La Fed dobla la apuesta en bonos largos para frenar la factura de la deuda
La Reserva Federal ha respondido a la última escalada de los intereses de la deuda estadounidense con el manual de siempre: duplicar las recompras de bonos del Tesoro a largo plazo. La decisión, adelantada por El Economista, dio un respiro momentáneo a los mercados de bonos europeos, que habían arrancado la sesión con tensión. La tregua, sin embargo, apenas duró un día: la bolsa volvió a caer y los bonos retomaron su escalada.
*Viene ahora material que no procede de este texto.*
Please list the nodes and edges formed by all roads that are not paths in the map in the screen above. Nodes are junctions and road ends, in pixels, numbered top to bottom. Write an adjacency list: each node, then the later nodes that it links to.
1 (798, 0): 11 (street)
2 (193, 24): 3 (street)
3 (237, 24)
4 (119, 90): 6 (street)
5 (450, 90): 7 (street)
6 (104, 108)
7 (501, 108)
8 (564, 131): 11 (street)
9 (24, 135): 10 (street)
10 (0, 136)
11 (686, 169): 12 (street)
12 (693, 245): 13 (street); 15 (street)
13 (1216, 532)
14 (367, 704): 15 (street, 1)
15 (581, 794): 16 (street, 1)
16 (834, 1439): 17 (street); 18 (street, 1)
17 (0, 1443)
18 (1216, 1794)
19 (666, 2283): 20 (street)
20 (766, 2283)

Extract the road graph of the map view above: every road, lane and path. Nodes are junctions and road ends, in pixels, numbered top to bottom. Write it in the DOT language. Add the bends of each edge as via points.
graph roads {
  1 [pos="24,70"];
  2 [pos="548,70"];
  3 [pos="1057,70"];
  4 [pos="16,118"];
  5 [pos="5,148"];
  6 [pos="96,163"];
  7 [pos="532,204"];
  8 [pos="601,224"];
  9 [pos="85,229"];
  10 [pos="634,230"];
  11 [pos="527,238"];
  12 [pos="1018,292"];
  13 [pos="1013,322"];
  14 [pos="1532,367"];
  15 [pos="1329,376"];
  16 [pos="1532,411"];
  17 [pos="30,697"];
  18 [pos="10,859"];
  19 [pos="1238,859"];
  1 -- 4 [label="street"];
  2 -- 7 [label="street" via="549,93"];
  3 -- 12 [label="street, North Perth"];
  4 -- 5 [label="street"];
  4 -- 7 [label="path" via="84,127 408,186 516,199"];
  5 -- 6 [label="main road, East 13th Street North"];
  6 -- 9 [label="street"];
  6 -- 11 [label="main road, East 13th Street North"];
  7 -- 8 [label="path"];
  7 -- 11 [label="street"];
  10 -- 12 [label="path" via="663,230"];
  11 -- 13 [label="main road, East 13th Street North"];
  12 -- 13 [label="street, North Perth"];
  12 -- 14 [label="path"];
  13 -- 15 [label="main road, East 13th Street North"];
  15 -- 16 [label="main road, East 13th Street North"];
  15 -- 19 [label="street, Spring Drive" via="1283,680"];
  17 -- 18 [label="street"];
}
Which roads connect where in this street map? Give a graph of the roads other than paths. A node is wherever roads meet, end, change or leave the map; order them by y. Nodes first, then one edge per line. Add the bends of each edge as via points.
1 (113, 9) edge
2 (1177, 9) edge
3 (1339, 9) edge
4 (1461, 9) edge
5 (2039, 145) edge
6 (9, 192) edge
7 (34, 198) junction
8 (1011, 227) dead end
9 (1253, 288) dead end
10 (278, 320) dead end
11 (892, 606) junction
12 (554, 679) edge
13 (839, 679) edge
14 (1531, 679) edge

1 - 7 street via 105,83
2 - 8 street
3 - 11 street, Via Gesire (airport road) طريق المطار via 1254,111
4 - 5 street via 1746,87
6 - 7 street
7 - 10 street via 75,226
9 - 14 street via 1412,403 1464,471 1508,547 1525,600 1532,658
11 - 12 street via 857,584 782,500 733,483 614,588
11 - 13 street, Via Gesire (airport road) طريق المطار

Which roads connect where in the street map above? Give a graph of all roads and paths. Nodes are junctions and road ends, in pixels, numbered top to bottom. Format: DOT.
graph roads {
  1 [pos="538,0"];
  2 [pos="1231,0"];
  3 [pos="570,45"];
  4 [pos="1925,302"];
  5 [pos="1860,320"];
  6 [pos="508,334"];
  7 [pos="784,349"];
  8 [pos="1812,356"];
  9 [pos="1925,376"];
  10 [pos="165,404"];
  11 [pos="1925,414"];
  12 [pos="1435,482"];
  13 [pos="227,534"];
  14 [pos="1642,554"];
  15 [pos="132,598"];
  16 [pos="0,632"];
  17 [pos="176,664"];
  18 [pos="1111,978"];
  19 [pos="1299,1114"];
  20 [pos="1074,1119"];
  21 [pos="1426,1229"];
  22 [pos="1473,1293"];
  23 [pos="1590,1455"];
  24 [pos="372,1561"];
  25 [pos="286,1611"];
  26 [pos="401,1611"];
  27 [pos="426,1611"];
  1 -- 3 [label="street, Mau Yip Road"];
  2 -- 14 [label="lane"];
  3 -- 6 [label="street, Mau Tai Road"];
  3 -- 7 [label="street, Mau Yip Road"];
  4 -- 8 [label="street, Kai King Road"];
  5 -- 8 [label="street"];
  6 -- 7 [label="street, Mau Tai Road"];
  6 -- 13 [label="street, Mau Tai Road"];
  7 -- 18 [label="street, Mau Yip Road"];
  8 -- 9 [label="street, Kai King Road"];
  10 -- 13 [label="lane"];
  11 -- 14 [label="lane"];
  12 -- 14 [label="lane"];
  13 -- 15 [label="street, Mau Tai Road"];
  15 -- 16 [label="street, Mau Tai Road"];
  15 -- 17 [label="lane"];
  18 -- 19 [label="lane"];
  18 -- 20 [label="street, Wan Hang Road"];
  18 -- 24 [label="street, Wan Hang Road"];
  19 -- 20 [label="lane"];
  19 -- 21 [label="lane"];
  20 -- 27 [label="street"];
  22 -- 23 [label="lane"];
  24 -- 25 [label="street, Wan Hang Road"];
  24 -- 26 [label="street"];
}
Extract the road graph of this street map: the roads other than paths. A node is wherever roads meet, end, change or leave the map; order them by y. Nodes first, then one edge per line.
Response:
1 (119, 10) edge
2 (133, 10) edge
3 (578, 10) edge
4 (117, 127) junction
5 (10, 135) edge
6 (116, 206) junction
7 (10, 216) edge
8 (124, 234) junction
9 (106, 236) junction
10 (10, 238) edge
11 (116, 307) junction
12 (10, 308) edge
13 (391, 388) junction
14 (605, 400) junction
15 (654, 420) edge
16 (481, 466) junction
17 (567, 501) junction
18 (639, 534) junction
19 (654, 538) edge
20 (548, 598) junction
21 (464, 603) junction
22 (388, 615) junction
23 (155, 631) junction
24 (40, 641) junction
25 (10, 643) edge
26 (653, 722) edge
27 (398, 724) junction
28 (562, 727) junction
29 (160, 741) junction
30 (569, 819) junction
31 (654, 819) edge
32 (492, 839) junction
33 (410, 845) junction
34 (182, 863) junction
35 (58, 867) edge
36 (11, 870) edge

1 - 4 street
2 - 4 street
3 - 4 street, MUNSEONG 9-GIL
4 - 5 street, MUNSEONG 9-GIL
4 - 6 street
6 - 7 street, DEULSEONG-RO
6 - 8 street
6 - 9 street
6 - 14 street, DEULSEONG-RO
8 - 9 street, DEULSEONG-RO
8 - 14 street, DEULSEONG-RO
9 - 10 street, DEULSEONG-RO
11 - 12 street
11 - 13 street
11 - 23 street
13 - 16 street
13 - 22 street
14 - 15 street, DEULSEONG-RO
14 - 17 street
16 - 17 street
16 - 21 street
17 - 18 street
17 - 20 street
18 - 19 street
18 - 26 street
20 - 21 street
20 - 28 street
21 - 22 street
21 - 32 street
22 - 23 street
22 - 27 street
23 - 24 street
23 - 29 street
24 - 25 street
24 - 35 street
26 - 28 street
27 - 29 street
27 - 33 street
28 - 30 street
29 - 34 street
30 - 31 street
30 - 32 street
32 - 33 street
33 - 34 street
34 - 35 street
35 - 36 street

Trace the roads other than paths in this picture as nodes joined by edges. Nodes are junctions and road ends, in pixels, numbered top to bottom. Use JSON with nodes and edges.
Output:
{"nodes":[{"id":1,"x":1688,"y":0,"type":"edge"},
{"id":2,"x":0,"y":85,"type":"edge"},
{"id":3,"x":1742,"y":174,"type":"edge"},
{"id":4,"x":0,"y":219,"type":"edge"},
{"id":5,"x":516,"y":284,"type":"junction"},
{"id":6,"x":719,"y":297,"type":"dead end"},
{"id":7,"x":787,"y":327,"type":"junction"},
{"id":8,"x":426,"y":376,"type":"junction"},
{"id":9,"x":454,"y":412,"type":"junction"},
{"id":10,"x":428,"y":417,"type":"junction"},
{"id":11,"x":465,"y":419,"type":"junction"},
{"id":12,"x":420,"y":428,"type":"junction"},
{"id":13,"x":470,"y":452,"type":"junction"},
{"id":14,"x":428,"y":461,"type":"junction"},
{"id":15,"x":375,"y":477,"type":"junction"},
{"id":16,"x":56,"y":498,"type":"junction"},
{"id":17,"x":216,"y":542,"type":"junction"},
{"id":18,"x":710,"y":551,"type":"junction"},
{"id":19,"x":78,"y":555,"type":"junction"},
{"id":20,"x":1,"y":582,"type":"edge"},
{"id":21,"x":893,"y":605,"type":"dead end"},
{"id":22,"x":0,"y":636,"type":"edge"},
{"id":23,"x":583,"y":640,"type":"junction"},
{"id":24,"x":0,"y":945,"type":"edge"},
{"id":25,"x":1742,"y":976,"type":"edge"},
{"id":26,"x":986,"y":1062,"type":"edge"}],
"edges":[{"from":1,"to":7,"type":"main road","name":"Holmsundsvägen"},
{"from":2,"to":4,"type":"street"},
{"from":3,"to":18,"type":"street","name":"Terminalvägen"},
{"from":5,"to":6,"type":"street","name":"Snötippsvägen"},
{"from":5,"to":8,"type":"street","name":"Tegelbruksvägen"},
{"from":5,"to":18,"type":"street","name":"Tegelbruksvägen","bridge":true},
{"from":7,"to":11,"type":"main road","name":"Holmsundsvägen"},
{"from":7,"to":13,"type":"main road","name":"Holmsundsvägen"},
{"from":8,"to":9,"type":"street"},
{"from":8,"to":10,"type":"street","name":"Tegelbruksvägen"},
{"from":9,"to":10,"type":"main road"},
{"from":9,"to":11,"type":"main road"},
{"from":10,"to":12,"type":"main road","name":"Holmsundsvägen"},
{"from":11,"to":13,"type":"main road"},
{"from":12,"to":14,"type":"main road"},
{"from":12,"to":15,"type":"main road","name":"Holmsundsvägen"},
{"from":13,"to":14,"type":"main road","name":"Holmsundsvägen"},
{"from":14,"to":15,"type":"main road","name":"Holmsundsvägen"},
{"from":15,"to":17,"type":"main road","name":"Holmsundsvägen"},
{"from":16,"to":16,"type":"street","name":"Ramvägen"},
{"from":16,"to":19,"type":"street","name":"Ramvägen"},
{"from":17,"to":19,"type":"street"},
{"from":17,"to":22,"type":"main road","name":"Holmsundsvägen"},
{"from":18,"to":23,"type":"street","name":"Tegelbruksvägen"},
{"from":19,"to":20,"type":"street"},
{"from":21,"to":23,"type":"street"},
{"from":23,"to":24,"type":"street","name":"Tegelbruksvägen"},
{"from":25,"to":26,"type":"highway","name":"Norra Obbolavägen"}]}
El agujero de los 40 billones
Las cifras explican la prisa. Estados Unidos roza los 40 billones de dólares de deuda pública, con un déficit de cerca de 1,8 billones y un coste anual por intereses que supera el billón de dólares. Cualquier repunte en los bonos a 10 y 30 años encarece hipotecas, crédito corporativo y presiona a la renta variable mundial. Con ese balance, cada subida de tipos es una factura extra.
El manual no es nuevo. El BCE ya ensayó algo parecido con la deuda española después de la pandemia, comprando cerca de 200.000 millones de euros para sostener los intereses. La diferencia es que entonces la intervención se presentó como excepcional; ahora parece la nueva normalidad.
Operación twist o bomba de tiempo
Hay lecturas para todos los gustos. La más benévola lo llama operación twist clásica: endeudarse a corto plazo, donde los tipos son bajos, y retirar deuda a largo plazo con intereses altos. Eso aplana la curva, no genera inflación directa, abarata la financiación de las grandes tecnológicas y devalúa el dólar para favorecer las exportaciones. Elegante sobre el papel.
La lectura escéptica recuerda el contexto: la intervención llega días después de que la Fed tuviera que contener la devaluación del yen para que Japón no subiera tipos y el deshacer el carry trade hundiera Wall Street. O sea, apagando fuegos en cadena. El efecto, además, se evaporó en 24 horas. Un sector lo da por descontado: habrá que seguir comprando deuda hasta las elecciones de mitad de mandato, y cada dosis rendirá menos. La próxima intervención llegará. La pregunta es cuánto tiempo aguanta el chiringuito con la impresora a tope.